Quel jeune ne s’est jamais senti en décalage avec la société qui l’entoure?
J’encourage souvent les artistes à sortir de Youtube, à déposer leur cap d’artistes et à aller à la rencontre de leur public. Avoir des face-à-face avec eux en tant qu’être humain. Répondre à leurs questions, parler de leur parcours, de leurs conditions de travail, de créativité, des défis qui vont avec la vie qu’ils mènent. N’importe quel artiste qui prend le temps d’échanger avec ceux et celles qui l’écoutent ne reste pas le même. Celui ou celle qui constate l’impact de sa musique ne reste pas le/la même. Il/elle évolue, mûrit. Demandez à ceux qui vivent cela, des plus grands aux plus petits, des plus connus aux moins connus, ils vous diront que ces rencontres les ont transformé. Parfois en bien, d’autres fois en mal. Certains ont été indifférent(e)s. D’autres n’en ont tout simplement rien à faire. Certaines choses dans le monde ne sont pas blanches ou noires, point barre. Il y a des zones d’incertitude et d’insatisfaction.

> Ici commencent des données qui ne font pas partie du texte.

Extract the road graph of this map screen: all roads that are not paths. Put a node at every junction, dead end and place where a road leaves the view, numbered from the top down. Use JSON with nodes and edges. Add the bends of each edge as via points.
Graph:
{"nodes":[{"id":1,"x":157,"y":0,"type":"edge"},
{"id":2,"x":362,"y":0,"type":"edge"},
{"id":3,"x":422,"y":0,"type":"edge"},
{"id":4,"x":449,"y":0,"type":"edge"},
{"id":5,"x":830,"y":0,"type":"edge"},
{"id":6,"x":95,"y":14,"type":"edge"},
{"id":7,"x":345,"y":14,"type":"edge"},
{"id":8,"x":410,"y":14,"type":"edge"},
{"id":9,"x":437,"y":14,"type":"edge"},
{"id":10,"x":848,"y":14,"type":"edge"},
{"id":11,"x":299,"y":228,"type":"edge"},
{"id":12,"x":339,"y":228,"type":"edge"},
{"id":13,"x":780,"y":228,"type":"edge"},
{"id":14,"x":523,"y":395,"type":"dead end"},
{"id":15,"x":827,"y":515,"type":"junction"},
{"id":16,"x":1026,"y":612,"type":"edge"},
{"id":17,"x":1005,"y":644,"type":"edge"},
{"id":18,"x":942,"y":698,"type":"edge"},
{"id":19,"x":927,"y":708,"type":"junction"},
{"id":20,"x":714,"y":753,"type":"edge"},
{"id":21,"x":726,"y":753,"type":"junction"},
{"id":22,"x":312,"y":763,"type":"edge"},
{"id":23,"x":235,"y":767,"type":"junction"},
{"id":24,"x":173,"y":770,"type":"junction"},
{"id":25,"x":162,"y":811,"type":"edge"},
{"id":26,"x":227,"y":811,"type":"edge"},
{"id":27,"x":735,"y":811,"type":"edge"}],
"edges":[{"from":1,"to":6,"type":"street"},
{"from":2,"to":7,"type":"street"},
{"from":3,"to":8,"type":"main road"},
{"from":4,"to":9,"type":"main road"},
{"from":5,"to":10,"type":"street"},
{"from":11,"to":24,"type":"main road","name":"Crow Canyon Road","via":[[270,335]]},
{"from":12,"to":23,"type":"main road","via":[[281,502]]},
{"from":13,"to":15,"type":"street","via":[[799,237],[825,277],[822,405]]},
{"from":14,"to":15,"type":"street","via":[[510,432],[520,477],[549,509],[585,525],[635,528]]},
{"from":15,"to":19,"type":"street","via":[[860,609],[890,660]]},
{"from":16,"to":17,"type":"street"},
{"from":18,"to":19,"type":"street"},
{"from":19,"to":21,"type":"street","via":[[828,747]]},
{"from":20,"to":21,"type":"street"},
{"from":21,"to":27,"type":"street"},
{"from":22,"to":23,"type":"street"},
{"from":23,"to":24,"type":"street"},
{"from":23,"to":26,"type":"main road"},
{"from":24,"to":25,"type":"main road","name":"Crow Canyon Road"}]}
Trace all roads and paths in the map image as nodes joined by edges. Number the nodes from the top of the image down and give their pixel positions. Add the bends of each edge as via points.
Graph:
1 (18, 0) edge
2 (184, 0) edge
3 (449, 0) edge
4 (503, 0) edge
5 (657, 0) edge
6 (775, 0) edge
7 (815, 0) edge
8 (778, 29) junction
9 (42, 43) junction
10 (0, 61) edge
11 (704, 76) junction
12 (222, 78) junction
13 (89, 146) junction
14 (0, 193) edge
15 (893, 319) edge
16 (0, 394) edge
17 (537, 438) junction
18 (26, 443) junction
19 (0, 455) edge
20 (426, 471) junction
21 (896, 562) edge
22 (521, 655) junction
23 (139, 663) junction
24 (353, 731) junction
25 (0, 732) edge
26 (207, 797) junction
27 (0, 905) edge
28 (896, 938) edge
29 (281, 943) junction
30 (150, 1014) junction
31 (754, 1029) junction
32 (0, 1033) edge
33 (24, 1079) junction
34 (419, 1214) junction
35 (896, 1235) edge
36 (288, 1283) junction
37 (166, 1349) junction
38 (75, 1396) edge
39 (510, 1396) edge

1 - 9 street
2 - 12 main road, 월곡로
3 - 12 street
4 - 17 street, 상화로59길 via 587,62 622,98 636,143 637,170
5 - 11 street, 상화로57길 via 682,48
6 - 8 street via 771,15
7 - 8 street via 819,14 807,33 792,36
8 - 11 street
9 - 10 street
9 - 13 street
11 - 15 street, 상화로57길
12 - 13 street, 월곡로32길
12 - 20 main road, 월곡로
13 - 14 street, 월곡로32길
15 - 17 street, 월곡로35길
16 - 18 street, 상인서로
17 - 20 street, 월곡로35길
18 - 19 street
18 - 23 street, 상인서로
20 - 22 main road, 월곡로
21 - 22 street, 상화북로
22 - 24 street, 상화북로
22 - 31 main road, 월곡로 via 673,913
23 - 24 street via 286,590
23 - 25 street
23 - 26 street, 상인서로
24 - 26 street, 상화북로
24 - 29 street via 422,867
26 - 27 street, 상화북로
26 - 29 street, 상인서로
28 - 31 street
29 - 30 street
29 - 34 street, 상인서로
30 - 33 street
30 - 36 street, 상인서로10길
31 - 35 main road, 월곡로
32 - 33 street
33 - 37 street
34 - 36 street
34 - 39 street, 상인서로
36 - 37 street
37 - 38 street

D’un autre côté, en les respectant, nous devons montrer de manière créative à ces artistes et ceux qui se sentent représentés par eux qu’ils font partie de la société, du pays. Cette appartenance leur donne des droits mais aussi des devoirs. Les procès des artistes mis en cause par la justice ont montré ce qui peut se passer lorsqu’on ignore le cadre imposé par la société. Souvent, un sentiment de non-appartenance a nourri leur manière de voir la vie. Ce sentiment ne nait pas par magie, parfois il vient de causes réelles. D’autres fois, c’est un sentiment subjectif favorisé par leur jeune âge. Quel jeune ne s’est jamais senti en décalage avec la société qui l’entoure ? Qui, ayant été jeune, n’a jamais ressenti l’envie de renverser le monde et le faire tourner dans un autre sens ? Martin Luther King disait que toute société qui bâtit un projet sans nourrir le sentiment d’appartenance de sa jeunesse construit un projet dangereux. Regardons les comme on veut mais ce sont nos nièces, nos neveux, nos enfants, nos voisins, etc…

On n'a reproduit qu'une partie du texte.